The fact that Rep. Erik Simpson, R-Idaho Falls, introduced this bill would anger me enough; what is most unforgivable about this piece of would-be legislation is that he did not talk to any of the colleges or universities before he wrote it. 

I am a student at North Idaho College, and I feel safer there than I did at my high school in Sandpoint. Most likely this is because I trust the security force that NIC employs. They have Taser guns and not a day goes by that I don’t see one of them in even the farthest corners of the campus. If there is a situation they cannot handle, the Coeur d’Alene police are only minutes away, and some officers are on campus already.

I know that almost any of the instructors, administrators, or even my fellow students would help me if I needed it. We are a community, and I am never afraid to walk on campus, a woman alone, even at night.

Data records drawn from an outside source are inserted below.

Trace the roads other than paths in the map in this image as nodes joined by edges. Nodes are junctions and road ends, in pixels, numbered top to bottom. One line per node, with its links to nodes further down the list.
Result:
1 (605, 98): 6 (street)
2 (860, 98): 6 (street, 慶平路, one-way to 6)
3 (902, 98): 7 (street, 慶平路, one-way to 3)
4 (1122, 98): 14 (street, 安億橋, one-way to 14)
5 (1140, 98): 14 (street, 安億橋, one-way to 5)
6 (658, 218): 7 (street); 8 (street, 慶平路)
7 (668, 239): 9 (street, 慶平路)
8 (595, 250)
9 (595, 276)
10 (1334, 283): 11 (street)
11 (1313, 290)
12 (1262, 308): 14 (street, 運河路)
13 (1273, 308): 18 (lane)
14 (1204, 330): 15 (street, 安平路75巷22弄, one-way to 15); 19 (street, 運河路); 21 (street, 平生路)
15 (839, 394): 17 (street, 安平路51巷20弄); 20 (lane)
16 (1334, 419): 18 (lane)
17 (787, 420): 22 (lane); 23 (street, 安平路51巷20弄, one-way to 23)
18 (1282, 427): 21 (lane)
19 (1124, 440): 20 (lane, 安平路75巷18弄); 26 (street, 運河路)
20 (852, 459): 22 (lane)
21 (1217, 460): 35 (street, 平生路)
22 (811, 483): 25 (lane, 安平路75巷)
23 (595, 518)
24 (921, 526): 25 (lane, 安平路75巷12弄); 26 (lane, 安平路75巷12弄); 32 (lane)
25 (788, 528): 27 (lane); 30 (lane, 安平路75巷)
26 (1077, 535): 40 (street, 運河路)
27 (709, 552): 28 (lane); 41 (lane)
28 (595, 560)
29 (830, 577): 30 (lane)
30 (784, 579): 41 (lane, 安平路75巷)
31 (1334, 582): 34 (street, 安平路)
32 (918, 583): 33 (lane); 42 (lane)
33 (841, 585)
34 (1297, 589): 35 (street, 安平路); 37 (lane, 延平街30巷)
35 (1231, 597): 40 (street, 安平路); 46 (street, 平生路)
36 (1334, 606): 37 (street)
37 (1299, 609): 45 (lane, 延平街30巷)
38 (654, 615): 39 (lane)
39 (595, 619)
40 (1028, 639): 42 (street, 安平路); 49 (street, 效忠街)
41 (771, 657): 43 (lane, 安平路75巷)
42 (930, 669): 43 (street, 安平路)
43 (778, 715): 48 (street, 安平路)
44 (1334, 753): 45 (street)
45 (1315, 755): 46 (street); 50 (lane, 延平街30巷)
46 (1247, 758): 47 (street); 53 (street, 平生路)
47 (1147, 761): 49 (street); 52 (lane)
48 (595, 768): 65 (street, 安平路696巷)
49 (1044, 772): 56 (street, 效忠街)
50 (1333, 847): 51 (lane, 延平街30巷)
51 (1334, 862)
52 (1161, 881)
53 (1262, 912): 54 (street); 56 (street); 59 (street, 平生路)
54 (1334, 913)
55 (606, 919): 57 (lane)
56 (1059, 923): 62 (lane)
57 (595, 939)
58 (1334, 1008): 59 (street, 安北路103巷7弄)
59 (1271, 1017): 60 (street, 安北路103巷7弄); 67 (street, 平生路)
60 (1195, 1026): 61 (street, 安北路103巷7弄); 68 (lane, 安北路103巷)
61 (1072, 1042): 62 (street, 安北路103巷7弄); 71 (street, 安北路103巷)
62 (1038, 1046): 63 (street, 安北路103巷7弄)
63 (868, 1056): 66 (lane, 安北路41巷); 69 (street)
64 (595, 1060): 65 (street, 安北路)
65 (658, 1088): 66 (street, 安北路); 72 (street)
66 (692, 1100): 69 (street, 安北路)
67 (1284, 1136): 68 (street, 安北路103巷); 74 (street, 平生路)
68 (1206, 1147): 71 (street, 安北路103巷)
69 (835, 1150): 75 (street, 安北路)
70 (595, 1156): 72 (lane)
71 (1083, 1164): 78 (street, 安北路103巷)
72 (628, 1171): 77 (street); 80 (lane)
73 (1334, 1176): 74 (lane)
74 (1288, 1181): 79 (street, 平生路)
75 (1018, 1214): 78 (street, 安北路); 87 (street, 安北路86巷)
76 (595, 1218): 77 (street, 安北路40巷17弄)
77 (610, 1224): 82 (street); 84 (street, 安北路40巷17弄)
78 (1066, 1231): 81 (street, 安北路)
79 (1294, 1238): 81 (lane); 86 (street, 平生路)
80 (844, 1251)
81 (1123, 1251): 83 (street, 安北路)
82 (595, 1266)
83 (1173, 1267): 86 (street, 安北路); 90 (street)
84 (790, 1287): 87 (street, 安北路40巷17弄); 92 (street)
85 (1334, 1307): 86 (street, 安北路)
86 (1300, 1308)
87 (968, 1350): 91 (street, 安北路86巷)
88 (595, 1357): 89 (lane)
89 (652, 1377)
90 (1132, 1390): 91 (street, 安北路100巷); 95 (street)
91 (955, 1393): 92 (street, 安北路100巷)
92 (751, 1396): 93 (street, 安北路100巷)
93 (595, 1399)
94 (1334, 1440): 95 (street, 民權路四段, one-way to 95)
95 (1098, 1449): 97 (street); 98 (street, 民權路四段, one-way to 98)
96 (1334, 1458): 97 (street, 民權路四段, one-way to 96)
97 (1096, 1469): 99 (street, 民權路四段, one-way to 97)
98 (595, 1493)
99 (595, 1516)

NIC has not had a threatening incident with a gun in over three years, and the school came out against the bill, just like Boise State University, University of Idaho, College of Southern Idaho and Idaho State University. Law enforcement, International Association of Campus Law Enforcement, Western Association of Campus Law Enforcement Administrators and the State Board of Education all stated their opposition as well.

If this bill had passed, I would have felt very exposed. I do not care for guns: they make me nervous, and there are few people I consider mature enough to handle a gun responsibly. To have guns allowed on my college campus would have made me fearful in an environment that I have come to feel extremely safe in.

I contributed to the conversation in the best way I could come up with. I wrote to my state senator, asking her to vote against the bill in the event that it reached the Senate, and I wrote to my state representative, thanking him for voting against the bill in the House, where it passed despite his vote.

This bill was full of holes, and one of the greatest problems with the bill was that it specifically allowed firearms at athletic events. Sports tend to bring out adrenaline and encourage tribal behaviors, both of which contribute to violence.

The other problem with the bill was that it did not permit public colleges or universities to regulate firearms in places like daycares. Had this bill passed, someone with a concealed weapon could go in to the Children’s Center at NIC, and no one could do anything about it.

I personally believe guns have no business in any learning environment, and to force them on educational institutions, ignoring their wishes, is simply irresponsible.

I am proud that the Senate State Affairs Committee voted against this ill-conceived bill. I know I breathed a sigh of relief, and the administrators I talked to felt the same way.